Problem to solve:
Select and copy out every line in the records containing "page".

Data for this task:
___
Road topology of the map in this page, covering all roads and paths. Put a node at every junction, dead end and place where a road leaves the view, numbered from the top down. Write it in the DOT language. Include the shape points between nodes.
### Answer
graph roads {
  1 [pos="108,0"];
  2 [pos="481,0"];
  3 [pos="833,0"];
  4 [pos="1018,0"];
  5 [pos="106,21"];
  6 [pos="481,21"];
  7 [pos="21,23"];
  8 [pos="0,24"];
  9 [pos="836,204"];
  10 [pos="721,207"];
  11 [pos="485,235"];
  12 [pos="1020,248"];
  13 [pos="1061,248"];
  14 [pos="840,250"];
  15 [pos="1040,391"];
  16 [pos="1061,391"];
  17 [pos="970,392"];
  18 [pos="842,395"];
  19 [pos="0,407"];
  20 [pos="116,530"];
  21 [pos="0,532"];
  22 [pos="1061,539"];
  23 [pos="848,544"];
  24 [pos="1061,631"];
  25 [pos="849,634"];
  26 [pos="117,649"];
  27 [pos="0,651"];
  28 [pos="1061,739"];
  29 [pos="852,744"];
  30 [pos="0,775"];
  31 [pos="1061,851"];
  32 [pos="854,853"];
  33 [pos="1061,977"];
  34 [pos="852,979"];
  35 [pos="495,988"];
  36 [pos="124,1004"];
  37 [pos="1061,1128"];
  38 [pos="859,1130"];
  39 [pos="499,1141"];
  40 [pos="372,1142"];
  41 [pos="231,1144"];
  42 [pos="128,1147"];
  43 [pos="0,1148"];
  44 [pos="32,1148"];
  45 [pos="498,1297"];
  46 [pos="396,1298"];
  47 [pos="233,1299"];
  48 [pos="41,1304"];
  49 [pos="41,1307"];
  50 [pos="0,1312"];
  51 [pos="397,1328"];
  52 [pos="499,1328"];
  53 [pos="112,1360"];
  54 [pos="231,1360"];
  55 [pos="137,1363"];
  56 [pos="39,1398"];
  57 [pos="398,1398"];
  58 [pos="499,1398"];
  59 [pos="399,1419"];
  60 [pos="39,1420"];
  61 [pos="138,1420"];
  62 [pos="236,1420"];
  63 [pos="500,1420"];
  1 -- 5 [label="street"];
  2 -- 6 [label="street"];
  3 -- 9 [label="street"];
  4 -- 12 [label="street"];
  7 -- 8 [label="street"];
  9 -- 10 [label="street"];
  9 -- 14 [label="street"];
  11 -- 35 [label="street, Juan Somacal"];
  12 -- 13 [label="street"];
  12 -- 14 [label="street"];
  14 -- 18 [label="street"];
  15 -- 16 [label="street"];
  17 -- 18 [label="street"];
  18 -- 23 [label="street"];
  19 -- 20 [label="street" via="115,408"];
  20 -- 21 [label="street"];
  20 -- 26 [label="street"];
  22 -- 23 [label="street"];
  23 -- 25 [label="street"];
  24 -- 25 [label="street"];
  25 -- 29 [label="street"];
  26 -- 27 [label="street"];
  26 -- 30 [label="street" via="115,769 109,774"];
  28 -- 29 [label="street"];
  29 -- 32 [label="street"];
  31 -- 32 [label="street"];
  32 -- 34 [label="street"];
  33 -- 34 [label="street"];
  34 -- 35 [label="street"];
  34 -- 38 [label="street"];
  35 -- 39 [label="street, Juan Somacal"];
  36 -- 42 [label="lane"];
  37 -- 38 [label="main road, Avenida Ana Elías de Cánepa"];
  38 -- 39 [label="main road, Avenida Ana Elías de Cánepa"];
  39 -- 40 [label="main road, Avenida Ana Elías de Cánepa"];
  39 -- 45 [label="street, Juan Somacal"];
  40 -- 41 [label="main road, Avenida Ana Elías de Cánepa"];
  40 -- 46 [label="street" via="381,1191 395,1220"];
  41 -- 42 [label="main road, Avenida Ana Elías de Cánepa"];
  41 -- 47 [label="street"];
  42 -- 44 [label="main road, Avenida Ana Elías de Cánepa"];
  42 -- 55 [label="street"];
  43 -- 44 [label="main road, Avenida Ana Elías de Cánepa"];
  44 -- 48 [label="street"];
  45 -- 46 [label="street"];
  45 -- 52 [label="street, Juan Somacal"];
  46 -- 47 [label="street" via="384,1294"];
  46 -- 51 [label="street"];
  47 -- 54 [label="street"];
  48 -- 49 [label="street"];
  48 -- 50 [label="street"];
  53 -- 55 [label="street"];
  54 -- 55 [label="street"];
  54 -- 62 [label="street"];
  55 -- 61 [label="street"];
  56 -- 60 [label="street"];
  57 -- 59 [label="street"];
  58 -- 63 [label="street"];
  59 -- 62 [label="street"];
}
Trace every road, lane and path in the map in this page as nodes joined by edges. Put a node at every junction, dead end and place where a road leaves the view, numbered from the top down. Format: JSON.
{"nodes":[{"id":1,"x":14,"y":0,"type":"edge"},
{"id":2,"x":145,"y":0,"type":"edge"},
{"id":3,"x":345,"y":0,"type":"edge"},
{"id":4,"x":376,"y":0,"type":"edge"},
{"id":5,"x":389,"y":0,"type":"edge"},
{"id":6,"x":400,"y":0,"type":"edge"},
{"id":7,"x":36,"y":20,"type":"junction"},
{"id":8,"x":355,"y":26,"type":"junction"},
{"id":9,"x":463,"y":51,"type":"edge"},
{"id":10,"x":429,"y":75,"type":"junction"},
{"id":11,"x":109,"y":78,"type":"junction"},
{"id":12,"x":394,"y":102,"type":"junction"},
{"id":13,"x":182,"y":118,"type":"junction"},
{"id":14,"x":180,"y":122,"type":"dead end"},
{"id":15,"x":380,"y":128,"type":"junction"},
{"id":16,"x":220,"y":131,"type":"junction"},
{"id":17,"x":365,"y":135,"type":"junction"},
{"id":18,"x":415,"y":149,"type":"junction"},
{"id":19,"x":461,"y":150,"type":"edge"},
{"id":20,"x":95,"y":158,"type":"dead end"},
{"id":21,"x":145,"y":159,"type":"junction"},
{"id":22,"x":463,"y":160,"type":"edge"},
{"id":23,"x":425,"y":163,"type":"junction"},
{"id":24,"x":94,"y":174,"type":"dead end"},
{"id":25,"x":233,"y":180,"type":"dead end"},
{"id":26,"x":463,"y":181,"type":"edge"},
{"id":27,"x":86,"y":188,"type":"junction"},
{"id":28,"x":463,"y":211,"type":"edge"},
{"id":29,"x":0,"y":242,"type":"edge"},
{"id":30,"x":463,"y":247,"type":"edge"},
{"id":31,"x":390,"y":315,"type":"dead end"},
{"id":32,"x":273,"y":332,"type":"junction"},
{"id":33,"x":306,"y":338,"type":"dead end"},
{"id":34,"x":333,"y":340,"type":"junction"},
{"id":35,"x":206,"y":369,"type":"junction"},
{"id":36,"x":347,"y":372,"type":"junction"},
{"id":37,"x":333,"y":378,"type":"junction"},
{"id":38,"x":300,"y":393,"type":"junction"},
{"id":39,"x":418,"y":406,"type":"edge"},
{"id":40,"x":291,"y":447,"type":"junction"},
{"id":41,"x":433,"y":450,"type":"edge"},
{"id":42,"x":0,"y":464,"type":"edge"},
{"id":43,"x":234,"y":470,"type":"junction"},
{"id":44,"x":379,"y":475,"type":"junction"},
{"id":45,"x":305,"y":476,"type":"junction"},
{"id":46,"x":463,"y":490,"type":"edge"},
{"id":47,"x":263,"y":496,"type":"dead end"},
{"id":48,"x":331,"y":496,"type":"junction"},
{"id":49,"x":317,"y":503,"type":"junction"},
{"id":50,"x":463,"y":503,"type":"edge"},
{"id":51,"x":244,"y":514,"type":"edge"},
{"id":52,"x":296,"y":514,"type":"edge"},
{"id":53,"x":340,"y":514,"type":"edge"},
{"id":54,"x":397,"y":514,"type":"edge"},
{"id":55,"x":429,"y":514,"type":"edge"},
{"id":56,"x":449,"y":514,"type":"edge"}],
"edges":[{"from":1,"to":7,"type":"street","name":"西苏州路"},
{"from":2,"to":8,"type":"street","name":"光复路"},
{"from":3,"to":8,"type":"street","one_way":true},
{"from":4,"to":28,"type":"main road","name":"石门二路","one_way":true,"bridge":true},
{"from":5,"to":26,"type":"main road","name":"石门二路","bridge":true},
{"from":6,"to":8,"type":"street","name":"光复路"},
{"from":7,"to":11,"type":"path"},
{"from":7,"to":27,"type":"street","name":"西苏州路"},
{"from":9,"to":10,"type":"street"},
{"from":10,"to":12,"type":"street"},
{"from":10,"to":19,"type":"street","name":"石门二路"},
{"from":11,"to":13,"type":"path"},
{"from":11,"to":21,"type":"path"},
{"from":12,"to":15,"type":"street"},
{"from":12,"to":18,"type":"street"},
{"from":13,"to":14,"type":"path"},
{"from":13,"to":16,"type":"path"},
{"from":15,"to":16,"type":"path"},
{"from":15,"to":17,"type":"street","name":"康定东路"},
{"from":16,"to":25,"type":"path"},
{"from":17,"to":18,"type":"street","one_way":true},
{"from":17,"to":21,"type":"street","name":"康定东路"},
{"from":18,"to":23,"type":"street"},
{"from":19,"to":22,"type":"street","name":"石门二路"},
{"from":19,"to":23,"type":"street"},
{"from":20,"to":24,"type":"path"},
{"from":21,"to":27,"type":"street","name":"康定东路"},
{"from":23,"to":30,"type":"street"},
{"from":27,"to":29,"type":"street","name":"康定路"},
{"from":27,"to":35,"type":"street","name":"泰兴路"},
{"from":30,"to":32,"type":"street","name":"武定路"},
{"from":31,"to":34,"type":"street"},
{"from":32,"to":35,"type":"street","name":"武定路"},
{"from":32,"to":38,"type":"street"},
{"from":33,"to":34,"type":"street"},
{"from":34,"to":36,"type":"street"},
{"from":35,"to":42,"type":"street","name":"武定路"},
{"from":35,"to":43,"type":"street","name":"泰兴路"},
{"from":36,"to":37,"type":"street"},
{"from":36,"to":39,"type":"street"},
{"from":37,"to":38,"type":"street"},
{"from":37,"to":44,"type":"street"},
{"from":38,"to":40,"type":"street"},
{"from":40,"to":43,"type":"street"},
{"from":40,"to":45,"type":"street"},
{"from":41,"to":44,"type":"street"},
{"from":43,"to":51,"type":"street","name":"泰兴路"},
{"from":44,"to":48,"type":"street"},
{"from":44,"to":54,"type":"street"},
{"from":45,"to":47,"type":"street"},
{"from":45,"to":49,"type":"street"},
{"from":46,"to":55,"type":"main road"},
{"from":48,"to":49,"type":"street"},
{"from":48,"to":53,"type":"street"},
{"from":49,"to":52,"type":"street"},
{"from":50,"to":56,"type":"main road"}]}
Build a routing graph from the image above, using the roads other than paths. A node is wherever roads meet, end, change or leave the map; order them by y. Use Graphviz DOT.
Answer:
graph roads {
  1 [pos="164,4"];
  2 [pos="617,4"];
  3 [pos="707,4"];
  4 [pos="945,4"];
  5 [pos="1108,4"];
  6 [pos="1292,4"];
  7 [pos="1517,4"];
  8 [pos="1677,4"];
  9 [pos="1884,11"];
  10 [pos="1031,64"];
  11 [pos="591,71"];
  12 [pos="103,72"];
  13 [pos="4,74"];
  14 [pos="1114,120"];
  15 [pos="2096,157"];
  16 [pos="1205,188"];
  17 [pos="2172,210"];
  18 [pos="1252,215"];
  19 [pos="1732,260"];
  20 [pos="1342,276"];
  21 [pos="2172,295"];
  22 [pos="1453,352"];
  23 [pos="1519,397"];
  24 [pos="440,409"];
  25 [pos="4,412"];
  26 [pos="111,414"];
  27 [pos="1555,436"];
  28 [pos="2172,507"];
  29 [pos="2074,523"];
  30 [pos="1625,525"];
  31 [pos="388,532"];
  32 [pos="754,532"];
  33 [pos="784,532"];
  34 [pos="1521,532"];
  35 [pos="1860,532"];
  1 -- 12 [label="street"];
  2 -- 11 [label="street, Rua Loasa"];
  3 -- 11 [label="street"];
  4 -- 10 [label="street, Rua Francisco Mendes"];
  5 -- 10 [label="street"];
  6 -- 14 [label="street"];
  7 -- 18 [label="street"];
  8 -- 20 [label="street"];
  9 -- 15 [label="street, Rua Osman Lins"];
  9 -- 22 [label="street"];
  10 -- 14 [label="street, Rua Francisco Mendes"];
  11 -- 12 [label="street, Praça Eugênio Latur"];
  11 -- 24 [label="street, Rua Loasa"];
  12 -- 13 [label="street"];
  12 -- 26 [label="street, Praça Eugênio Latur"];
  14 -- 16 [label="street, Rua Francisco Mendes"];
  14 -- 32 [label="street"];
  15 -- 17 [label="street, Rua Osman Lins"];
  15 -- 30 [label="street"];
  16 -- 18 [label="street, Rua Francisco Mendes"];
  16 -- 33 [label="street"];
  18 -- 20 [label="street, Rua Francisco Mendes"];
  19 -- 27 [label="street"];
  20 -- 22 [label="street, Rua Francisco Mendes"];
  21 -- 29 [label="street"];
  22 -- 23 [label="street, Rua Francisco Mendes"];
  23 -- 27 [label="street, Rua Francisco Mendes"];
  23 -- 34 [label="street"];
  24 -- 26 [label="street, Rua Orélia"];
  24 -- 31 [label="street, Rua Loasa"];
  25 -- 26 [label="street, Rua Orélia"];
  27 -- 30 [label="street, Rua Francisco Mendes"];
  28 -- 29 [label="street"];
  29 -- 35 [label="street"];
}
___
Answer area:
Road topology of the map in this page, covering all roads and paths. Put a node at every junction, dead end and place where a road leaves the view, numbered from the top down. Write it in the DOT language. Include the shape points between nodes.
Trace every road, lane and path in the map in this page as nodes joined by edges. Put a node at every junction, dead end and place where a road leaves the view, numbered from the top down. Format: JSON.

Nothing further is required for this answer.